- TO DO
Reproduce the records below in full and exactly, without their images.

- RECORDS FOR THIS EXERCISE
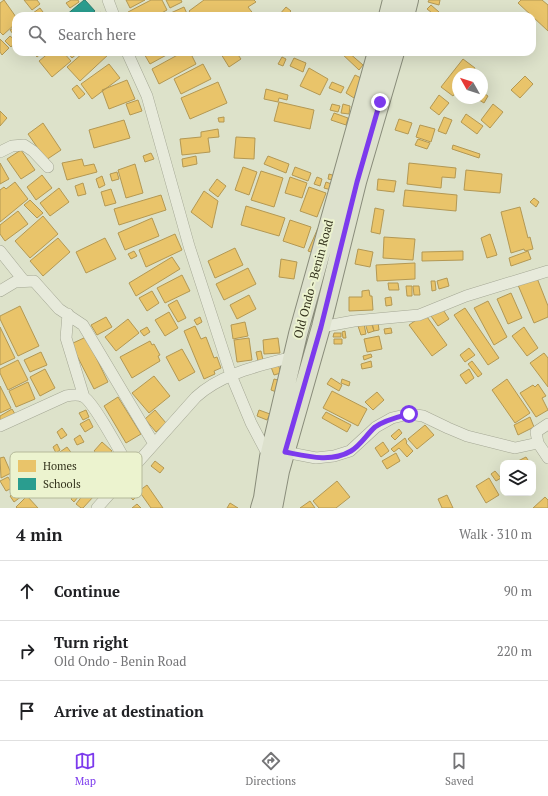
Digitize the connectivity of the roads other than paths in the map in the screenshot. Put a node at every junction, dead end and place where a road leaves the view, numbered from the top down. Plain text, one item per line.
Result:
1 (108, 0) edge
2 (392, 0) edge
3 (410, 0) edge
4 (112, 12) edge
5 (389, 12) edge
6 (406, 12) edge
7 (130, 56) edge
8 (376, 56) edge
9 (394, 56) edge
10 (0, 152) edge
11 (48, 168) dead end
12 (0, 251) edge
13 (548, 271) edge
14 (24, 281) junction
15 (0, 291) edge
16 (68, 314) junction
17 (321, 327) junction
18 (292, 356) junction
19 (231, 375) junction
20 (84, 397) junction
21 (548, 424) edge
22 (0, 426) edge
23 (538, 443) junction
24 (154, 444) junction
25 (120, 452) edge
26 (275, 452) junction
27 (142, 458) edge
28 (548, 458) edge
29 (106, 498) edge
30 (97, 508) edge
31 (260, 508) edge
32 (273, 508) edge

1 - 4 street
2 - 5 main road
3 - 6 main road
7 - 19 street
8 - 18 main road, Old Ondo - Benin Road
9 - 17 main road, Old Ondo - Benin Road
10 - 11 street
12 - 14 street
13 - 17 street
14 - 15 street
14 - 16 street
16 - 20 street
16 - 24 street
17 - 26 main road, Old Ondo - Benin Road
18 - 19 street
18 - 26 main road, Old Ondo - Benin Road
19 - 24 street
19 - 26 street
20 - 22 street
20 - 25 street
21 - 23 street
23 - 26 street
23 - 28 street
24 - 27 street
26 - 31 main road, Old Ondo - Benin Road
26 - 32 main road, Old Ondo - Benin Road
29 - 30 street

- WRITTEN RESPONSE
Digitize the connectivity of the roads other than paths in the map in the screenshot. Put a node at every junction, dead end and place where a road leaves the view, numbered from the top down. Plain text, one item per line.
Result:
1 (108, 0) edge
2 (392, 0) edge
3 (410, 0) edge
4 (112, 12) edge
5 (389, 12) edge
6 (406, 12) edge
7 (130, 56) edge
8 (376, 56) edge
9 (394, 56) edge
10 (0, 152) edge
11 (48, 168) dead end
12 (0, 251) edge
13 (548, 271) edge
14 (24, 281) junction
15 (0, 291) edge
16 (68, 314) junction
17 (321, 327) junction
18 (292, 356) junction
19 (231, 375) junction
20 (84, 397) junction
21 (548, 424) edge
22 (0, 426) edge
23 (538, 443) junction
24 (154, 444) junction
25 (120, 452) edge
26 (275, 452) junction
27 (142, 458) edge
28 (548, 458) edge
29 (106, 498) edge
30 (97, 508) edge
31 (260, 508) edge
32 (273, 508) edge

1 - 4 street
2 - 5 main road
3 - 6 main road
7 - 19 street
8 - 18 main road, Old Ondo - Benin Road
9 - 17 main road, Old Ondo - Benin Road
10 - 11 street
12 - 14 street
13 - 17 street
14 - 15 street
14 - 16 street
16 - 20 street
16 - 24 street
17 - 26 main road, Old Ondo - Benin Road
18 - 19 street
18 - 26 main road, Old Ondo - Benin Road
19 - 24 street
19 - 26 street
20 - 22 street
20 - 25 street
21 - 23 street
23 - 26 street
23 - 28 street
24 - 27 street
26 - 31 main road, Old Ondo - Benin Road
26 - 32 main road, Old Ondo - Benin Road
29 - 30 street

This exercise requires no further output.